The fine-tuning of the nearly million-dollar effort comes after about a decade of planning and implementation, coinciding with other efforts to save the bird that some believe is on the brink of calamity.
But it’s still not known whether the sage grouse population in North Dakota will ever return to a level at which the upland game bird can be hunted.
The answer likely hinges not only on the condition and quantity of sagebrush in a small fraction of the state but also on the politics playing out at the national level involving the longstanding debate of how energy development and the environment can coexist, the Bismarck Tribune reported.
“It’s definitely a hot topic right now,” said Jesse Kolar, upland game management supervisor with the state Game and Fish Department.
But the history of it is a long one.
The sage grouse is a chicken-size bird known for an elaborate courtship ritual in which males “dance” — strut around, puff out their chest and fan their tails — to attract females to mating grounds known as leks.
They’re important to birders, naturalists and hunters, who seek them both for their meat and as trophies to mount.
North Dakota is on the edge of the sage grouse’s Western range. Through the years, the bird’s habitat has shrunk to western Bowman and Slope counties and southern Golden Valley County — essentially the far southwestern corner of the state.
Sage grouse numbers peaked at nearly 550 in the mid-20th century but declined in the decades since, Game and Fish data show. West Nile virus entered the population in the early 2000s and in just a few years decimated it. Hunting, which had dated to the mid-1960s, was shut down in 2008. It remains closed 11 years later.
“It is unlikely we will reopen the sage grouse hunting season in the foreseeable future,” Kolar said.
A spring survey conducted by Game and Fish counted 29 male sage grouse, compared with 27 males the year before.
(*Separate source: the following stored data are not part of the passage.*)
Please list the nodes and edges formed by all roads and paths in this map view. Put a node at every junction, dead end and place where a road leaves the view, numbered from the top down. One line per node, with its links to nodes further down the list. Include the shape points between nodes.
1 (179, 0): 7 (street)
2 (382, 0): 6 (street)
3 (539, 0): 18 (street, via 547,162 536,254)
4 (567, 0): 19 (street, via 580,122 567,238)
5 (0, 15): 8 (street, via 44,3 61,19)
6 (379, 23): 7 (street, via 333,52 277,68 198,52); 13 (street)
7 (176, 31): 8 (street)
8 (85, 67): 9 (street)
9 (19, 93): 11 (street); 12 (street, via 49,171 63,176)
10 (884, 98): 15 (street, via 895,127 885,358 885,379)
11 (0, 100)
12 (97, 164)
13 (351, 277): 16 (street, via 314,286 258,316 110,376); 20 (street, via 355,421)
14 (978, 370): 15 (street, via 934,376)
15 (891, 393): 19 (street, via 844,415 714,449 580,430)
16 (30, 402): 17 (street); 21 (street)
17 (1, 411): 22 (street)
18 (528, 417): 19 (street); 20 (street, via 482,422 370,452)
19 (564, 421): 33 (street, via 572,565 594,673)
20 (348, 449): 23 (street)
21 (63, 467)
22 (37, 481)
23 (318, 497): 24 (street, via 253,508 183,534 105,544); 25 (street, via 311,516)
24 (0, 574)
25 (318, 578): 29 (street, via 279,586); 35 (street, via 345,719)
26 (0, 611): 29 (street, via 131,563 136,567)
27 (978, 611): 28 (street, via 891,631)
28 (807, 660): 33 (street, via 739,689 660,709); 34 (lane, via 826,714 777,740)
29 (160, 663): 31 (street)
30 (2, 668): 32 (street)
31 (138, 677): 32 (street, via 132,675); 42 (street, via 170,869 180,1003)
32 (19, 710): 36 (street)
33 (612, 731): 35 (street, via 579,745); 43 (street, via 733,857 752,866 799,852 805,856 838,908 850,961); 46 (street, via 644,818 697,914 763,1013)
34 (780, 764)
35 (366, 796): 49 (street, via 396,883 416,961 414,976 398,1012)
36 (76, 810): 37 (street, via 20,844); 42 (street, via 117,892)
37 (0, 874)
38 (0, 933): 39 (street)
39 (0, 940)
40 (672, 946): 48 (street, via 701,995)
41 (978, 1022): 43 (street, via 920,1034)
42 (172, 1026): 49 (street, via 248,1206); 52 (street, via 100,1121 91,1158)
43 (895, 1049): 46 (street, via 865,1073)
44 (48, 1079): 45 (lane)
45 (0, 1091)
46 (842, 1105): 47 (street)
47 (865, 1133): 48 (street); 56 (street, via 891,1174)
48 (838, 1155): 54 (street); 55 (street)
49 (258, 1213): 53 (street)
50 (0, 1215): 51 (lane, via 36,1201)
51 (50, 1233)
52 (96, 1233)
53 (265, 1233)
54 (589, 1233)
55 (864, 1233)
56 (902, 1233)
Populations that small are susceptible to being wiped out by an outbreak of disease or drought, according to the U.S. Fish and Wildlife Service.
“The count was a little higher than last year, but the population and number of active leks remain far below the population objective of 250 males,” Kolar said.
The number of male sage grouse across the western U.S. bottomed out in 2013 due to loss of habitat and West Nile virus. The Fish and Wildlife Service in 2010 had determined that sage grouse warranted federal protection but that other species were of higher priority, and it pledged to make a final decision on listing the bird as threatened or endangered by the end of 2015.
The agency decided that year that protection was no longer warranted, and it removed the sage grouse as a candidate. A study by the Western Association of Fish and Wildlife Agencies released in 2015 concluded that the number of male birds had “rebounded significantly.”
The Fish and Wildlife Service cited “an unprecedented conservation partnership across the western United States that has significantly reduced threats to the greater sage grouse across 90% of the species’ breeding habitat.”